▶ Records provided:

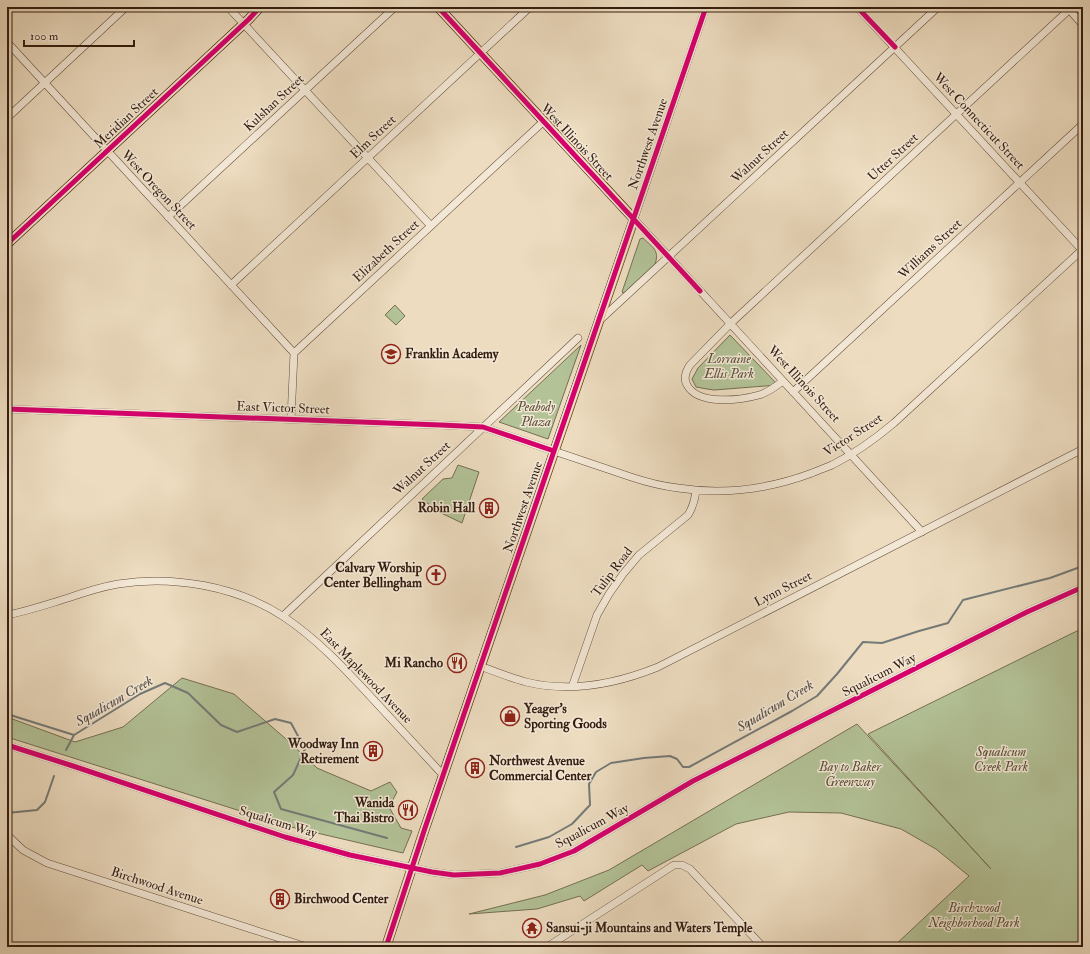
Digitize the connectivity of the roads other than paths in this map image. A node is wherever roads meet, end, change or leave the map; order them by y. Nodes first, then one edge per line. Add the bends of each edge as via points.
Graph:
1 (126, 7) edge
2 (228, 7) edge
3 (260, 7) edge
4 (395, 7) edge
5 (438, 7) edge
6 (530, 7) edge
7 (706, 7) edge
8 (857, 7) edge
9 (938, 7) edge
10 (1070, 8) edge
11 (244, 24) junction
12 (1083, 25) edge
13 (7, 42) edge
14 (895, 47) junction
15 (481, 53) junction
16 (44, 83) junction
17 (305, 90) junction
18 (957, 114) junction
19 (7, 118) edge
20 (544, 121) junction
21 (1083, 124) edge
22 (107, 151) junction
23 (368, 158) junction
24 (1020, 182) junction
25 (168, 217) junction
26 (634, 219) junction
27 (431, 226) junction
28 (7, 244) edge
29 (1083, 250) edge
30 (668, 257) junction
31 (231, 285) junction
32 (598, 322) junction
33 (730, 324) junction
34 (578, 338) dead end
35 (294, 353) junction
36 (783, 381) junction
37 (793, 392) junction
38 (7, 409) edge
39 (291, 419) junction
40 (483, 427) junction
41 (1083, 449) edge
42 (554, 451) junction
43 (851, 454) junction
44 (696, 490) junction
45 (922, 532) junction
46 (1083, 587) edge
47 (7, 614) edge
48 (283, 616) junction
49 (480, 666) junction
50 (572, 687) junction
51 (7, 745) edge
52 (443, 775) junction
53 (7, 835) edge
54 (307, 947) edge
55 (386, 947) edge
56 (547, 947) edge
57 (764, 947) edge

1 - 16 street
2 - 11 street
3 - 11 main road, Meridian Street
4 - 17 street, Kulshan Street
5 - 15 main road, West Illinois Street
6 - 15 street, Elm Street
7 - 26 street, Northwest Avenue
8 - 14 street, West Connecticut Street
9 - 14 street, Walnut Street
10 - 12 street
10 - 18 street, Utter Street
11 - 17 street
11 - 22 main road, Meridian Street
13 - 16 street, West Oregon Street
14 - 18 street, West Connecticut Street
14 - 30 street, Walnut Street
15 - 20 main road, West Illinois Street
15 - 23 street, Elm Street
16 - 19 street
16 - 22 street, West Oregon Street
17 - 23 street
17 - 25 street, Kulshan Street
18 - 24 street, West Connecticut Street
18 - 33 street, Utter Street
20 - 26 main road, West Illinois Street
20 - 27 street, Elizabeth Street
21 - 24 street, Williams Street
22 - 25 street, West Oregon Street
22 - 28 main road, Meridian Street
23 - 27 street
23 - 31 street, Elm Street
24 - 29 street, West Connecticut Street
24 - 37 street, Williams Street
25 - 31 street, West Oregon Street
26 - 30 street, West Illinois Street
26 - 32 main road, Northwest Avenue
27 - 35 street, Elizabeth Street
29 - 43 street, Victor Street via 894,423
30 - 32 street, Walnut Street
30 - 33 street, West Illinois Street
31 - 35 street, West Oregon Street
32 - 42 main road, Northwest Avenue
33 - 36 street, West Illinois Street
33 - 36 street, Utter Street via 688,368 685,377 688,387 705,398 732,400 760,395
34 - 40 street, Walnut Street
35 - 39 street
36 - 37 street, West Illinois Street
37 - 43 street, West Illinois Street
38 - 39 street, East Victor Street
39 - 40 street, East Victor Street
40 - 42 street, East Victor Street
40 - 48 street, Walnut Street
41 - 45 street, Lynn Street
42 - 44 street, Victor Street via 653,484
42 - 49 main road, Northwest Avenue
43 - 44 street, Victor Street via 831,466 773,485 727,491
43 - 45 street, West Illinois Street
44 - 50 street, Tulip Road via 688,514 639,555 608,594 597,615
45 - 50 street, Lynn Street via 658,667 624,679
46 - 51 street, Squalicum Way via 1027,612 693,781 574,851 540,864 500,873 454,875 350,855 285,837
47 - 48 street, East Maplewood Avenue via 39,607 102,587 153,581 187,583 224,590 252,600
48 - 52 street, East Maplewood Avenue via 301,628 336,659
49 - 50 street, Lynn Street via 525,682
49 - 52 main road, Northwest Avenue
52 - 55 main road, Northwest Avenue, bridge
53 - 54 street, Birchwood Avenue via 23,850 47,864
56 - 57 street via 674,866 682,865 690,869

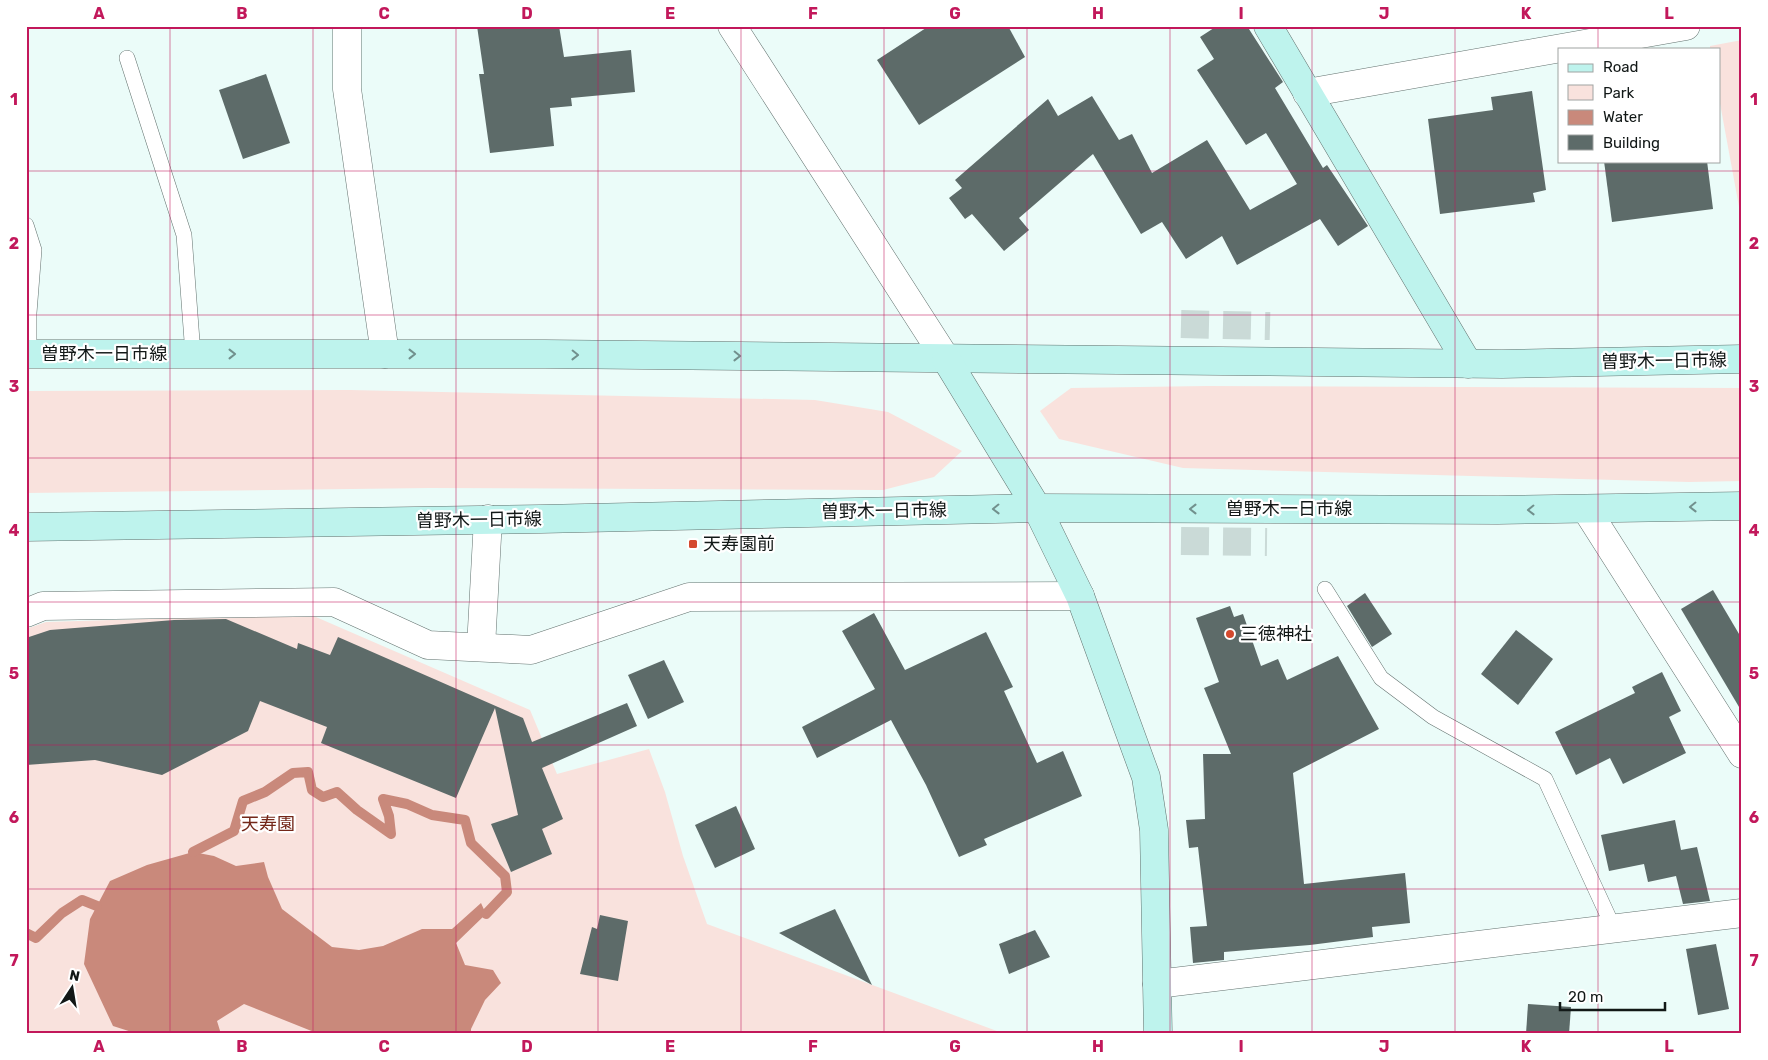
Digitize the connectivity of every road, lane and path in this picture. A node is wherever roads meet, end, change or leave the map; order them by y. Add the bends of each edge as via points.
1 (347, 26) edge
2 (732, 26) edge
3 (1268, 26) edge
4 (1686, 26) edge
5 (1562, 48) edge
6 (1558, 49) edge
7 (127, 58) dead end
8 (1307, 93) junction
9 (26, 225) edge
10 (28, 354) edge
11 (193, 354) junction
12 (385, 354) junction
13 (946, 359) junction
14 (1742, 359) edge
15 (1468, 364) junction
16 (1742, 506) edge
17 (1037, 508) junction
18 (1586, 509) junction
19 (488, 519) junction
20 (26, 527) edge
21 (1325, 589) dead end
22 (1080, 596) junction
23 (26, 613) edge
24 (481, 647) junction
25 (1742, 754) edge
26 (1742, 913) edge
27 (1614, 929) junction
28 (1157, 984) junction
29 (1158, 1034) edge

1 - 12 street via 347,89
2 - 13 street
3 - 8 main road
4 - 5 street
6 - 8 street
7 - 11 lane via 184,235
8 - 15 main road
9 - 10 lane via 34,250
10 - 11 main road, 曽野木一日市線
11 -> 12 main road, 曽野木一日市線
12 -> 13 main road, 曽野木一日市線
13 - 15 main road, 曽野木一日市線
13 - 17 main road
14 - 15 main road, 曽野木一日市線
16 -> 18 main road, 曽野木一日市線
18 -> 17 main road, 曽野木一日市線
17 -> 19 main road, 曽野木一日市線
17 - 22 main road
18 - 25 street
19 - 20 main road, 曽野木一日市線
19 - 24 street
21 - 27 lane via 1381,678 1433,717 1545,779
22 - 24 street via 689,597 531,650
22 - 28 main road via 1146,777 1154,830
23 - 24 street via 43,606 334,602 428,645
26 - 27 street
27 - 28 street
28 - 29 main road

▶ Requirement: Everything in the material except the pictures should be restated word for word.

▶ Task solution:
Digitize the connectivity of the roads other than paths in this map image. A node is wherever roads meet, end, change or leave the map; order them by y. Nodes first, then one edge per line. Add the bends of each edge as via points.
Graph:
1 (126, 7) edge
2 (228, 7) edge
3 (260, 7) edge
4 (395, 7) edge
5 (438, 7) edge
6 (530, 7) edge
7 (706, 7) edge
8 (857, 7) edge
9 (938, 7) edge
10 (1070, 8) edge
11 (244, 24) junction
12 (1083, 25) edge
13 (7, 42) edge
14 (895, 47) junction
15 (481, 53) junction
16 (44, 83) junction
17 (305, 90) junction
18 (957, 114) junction
19 (7, 118) edge
20 (544, 121) junction
21 (1083, 124) edge
22 (107, 151) junction
23 (368, 158) junction
24 (1020, 182) junction
25 (168, 217) junction
26 (634, 219) junction
27 (431, 226) junction
28 (7, 244) edge
29 (1083, 250) edge
30 (668, 257) junction
31 (231, 285) junction
32 (598, 322) junction
33 (730, 324) junction
34 (578, 338) dead end
35 (294, 353) junction
36 (783, 381) junction
37 (793, 392) junction
38 (7, 409) edge
39 (291, 419) junction
40 (483, 427) junction
41 (1083, 449) edge
42 (554, 451) junction
43 (851, 454) junction
44 (696, 490) junction
45 (922, 532) junction
46 (1083, 587) edge
47 (7, 614) edge
48 (283, 616) junction
49 (480, 666) junction
50 (572, 687) junction
51 (7, 745) edge
52 (443, 775) junction
53 (7, 835) edge
54 (307, 947) edge
55 (386, 947) edge
56 (547, 947) edge
57 (764, 947) edge

1 - 16 street
2 - 11 street
3 - 11 main road, Meridian Street
4 - 17 street, Kulshan Street
5 - 15 main road, West Illinois Street
6 - 15 street, Elm Street
7 - 26 street, Northwest Avenue
8 - 14 street, West Connecticut Street
9 - 14 street, Walnut Street
10 - 12 street
10 - 18 street, Utter Street
11 - 17 street
11 - 22 main road, Meridian Street
13 - 16 street, West Oregon Street
14 - 18 street, West Connecticut Street
14 - 30 street, Walnut Street
15 - 20 main road, West Illinois Street
15 - 23 street, Elm Street
16 - 19 street
16 - 22 street, West Oregon Street
17 - 23 street
17 - 25 street, Kulshan Street
18 - 24 street, West Connecticut Street
18 - 33 street, Utter Street
20 - 26 main road, West Illinois Street
20 - 27 street, Elizabeth Street
21 - 24 street, Williams Street
22 - 25 street, West Oregon Street
22 - 28 main road, Meridian Street
23 - 27 street
23 - 31 street, Elm Street
24 - 29 street, West Connecticut Street
24 - 37 street, Williams Street
25 - 31 street, West Oregon Street
26 - 30 street, West Illinois Street
26 - 32 main road, Northwest Avenue
27 - 35 street, Elizabeth Street
29 - 43 street, Victor Street via 894,423
30 - 32 street, Walnut Street
30 - 33 street, West Illinois Street
31 - 35 street, West Oregon Street
32 - 42 main road, Northwest Avenue
33 - 36 street, West Illinois Street
33 - 36 street, Utter Street via 688,368 685,377 688,387 705,398 732,400 760,395
34 - 40 street, Walnut Street
35 - 39 street
36 - 37 street, West Illinois Street
37 - 43 street, West Illinois Street
38 - 39 street, East Victor Street
39 - 40 street, East Victor Street
40 - 42 street, East Victor Street
40 - 48 street, Walnut Street
41 - 45 street, Lynn Street
42 - 44 street, Victor Street via 653,484
42 - 49 main road, Northwest Avenue
43 - 44 street, Victor Street via 831,466 773,485 727,491
43 - 45 street, West Illinois Street
44 - 50 street, Tulip Road via 688,514 639,555 608,594 597,615
45 - 50 street, Lynn Street via 658,667 624,679
46 - 51 street, Squalicum Way via 1027,612 693,781 574,851 540,864 500,873 454,875 350,855 285,837
47 - 48 street, East Maplewood Avenue via 39,607 102,587 153,581 187,583 224,590 252,600
48 - 52 street, East Maplewood Avenue via 301,628 336,659
49 - 50 street, Lynn Street via 525,682
49 - 52 main road, Northwest Avenue
52 - 55 main road, Northwest Avenue, bridge
53 - 54 street, Birchwood Avenue via 23,850 47,864
56 - 57 street via 674,866 682,865 690,869

Digitize the connectivity of every road, lane and path in this picture. A node is wherever roads meet, end, change or leave the map; order them by y. Add the bends of each edge as via points.
1 (347, 26) edge
2 (732, 26) edge
3 (1268, 26) edge
4 (1686, 26) edge
5 (1562, 48) edge
6 (1558, 49) edge
7 (127, 58) dead end
8 (1307, 93) junction
9 (26, 225) edge
10 (28, 354) edge
11 (193, 354) junction
12 (385, 354) junction
13 (946, 359) junction
14 (1742, 359) edge
15 (1468, 364) junction
16 (1742, 506) edge
17 (1037, 508) junction
18 (1586, 509) junction
19 (488, 519) junction
20 (26, 527) edge
21 (1325, 589) dead end
22 (1080, 596) junction
23 (26, 613) edge
24 (481, 647) junction
25 (1742, 754) edge
26 (1742, 913) edge
27 (1614, 929) junction
28 (1157, 984) junction
29 (1158, 1034) edge

1 - 12 street via 347,89
2 - 13 street
3 - 8 main road
4 - 5 street
6 - 8 street
7 - 11 lane via 184,235
8 - 15 main road
9 - 10 lane via 34,250
10 - 11 main road, 曽野木一日市線
11 -> 12 main road, 曽野木一日市線
12 -> 13 main road, 曽野木一日市線
13 - 15 main road, 曽野木一日市線
13 - 17 main road
14 - 15 main road, 曽野木一日市線
16 -> 18 main road, 曽野木一日市線
18 -> 17 main road, 曽野木一日市線
17 -> 19 main road, 曽野木一日市線
17 - 22 main road
18 - 25 street
19 - 20 main road, 曽野木一日市線
19 - 24 street
21 - 27 lane via 1381,678 1433,717 1545,779
22 - 24 street via 689,597 531,650
22 - 28 main road via 1146,777 1154,830
23 - 24 street via 43,606 334,602 428,645
26 - 27 street
27 - 28 street
28 - 29 main road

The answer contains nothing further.